De relembrar que o Museu Nacional de Conímbriga, foi um dos museus nacionais que perdeu mais visitantes de 2024 para 2025. O espaço cultural tinha recebido 135.688 visitantes em 2024 e, no ano passado, apenas recebeu a visita de 86.590 pessoas. A quebra é de praticamente 50 mil visitantes.

“O Museu não tem investimento estruturado desde 1985. Mesmo assim continuamos a ter números surpreendentes de visitantes. Nos últimos quatro anos fomos o Museu mais visitado a Norte de Lisboa e continuamos a ser o Museu mais visitado a Norte de Peniche”, disse ao DIÁRIO AS BEIRAS Vítor Dias.

O responsável realça que nos próximos dois anos irão existir algumas intervenções no âmbito do PRR que certamente serão importantes para aquele espaço.

“Acreditamos que com as obras que temos projetadas, esse número de visitantes possa ser amenizado nos próximos dois anos.
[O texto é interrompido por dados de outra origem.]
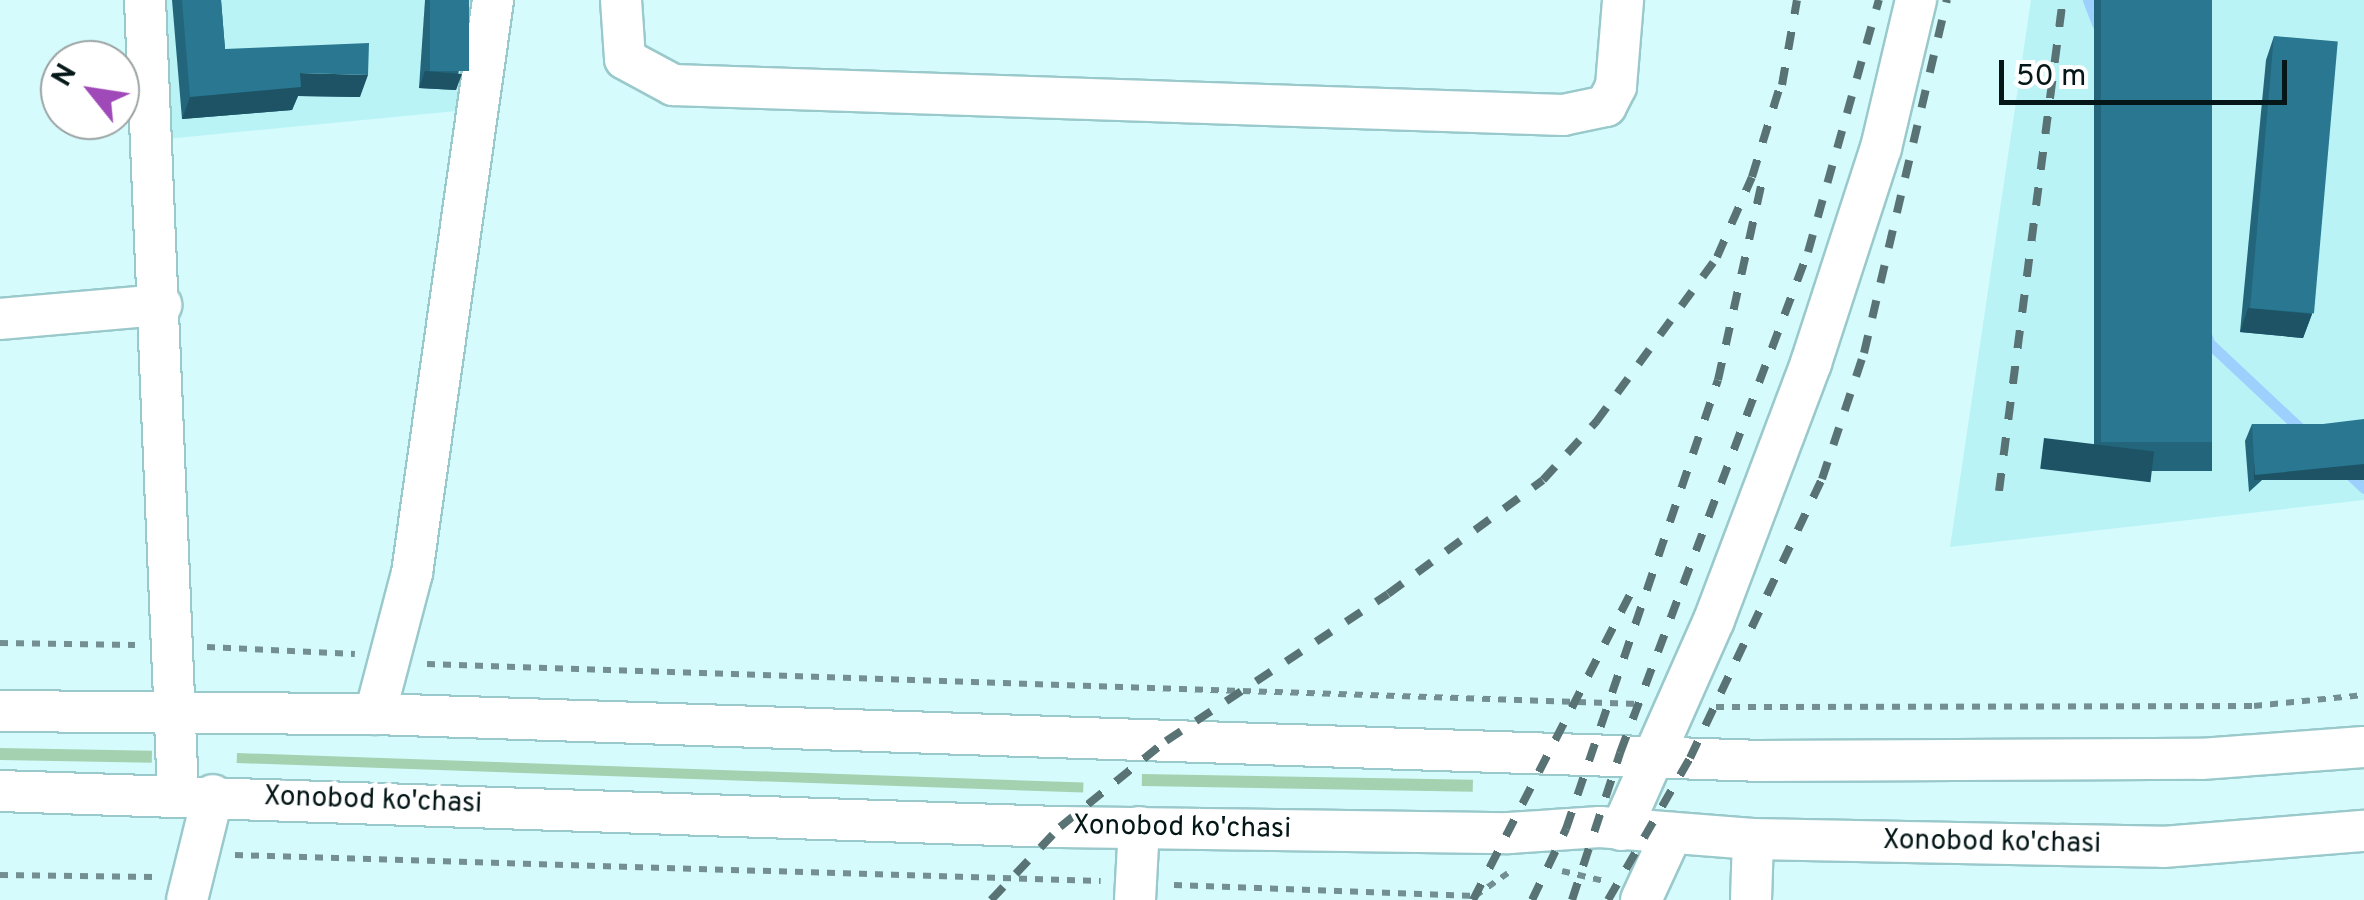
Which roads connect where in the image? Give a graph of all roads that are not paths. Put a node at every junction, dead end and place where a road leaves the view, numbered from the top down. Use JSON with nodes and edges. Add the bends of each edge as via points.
{"nodes":[{"id":1,"x":145,"y":0,"type":"edge"},
{"id":2,"x":493,"y":0,"type":"edge"},
{"id":3,"x":621,"y":0,"type":"edge"},
{"id":4,"x":1622,"y":0,"type":"edge"},
{"id":5,"x":1916,"y":0,"type":"edge"},
{"id":6,"x":162,"y":305,"type":"junction"},
{"id":7,"x":0,"y":319,"type":"edge"},
{"id":8,"x":0,"y":712,"type":"edge"},
{"id":9,"x":375,"y":714,"type":"junction"},
{"id":10,"x":175,"y":718,"type":"junction"},
{"id":11,"x":2364,"y":747,"type":"edge"},
{"id":12,"x":1654,"y":756,"type":"junction"},
{"id":13,"x":0,"y":791,"type":"edge"},
{"id":14,"x":195,"y":794,"type":"junction"},
{"id":15,"x":1140,"y":827,"type":"junction"},
{"id":16,"x":1621,"y":830,"type":"junction"},
{"id":17,"x":2364,"y":831,"type":"edge"},
{"id":18,"x":1672,"y":833,"type":"junction"},
{"id":19,"x":1752,"y":839,"type":"junction"},
{"id":20,"x":1135,"y":892,"type":"edge"},
{"id":21,"x":1644,"y":895,"type":"edge"},
{"id":22,"x":187,"y":900,"type":"edge"},
{"id":23,"x":1751,"y":900,"type":"edge"}],
"edges":[{"from":1,"to":6,"type":"street"},
{"from":2,"to":9,"type":"street","via":[[412,573],[384,658]]},
{"from":3,"to":4,"type":"street","via":[[625,59],[673,85],[1563,116],[1596,110],[1611,96]]},
{"from":5,"to":12,"type":"street","via":[[1881,148],[1811,363]]},
{"from":6,"to":7,"type":"street"},
{"from":6,"to":10,"type":"street"},
{"from":8,"to":10,"type":"street"},
{"from":9,"to":10,"type":"street"},
{"from":9,"to":12,"type":"street"},
{"from":10,"to":14,"type":"street"},
{"from":11,"to":12,"type":"street","via":[[2201,760]]},
{"from":12,"to":16,"type":"street"},
{"from":13,"to":14,"type":"street","name":"Xonobod ko'chasi"},
{"from":14,"to":15,"type":"street","name":"Xonobod ko'chasi"},
{"from":14,"to":22,"type":"street","via":[[201,853]]},
{"from":15,"to":16,"type":"street","name":"Xonobod ko'chasi"},
{"from":15,"to":20,"type":"street"},
{"from":16,"to":18,"type":"street","name":"Xonobod ko'chasi"},
{"from":17,"to":19,"type":"street","name":"Xonobod ko'chasi","via":[[2163,846]]},
{"from":18,"to":19,"type":"street","name":"Xonobod ko'chasi"},
{"from":18,"to":21,"type":"street"},
{"from":19,"to":23,"type":"street"}]}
Portanto, temos a possibilidade de executar algumas obras PRR, que espero que aconteçam, e que estão em tramitação, nesta boa parceria que existe entre a Museu dos Monumentos, o próprio Museu de Conímbriga, o PCIP e a autarquia”, disse.

Para além do PRR, Vítor Dias, acrescenta que “o Museu terá a possibilidade de ter um mecenato cultural que vai permitir a construção de novas redações, nova iluminação e melhoria da acessibilidade física e intelectual na ruína, com sombras e também com um mobiliário urbano novo”.

“Acredito que isso pode ser executado, não garantidamente este ano, mas no próximo ano, e que isso possa servir para inverter este ano, que foi menos bom”, concluiu.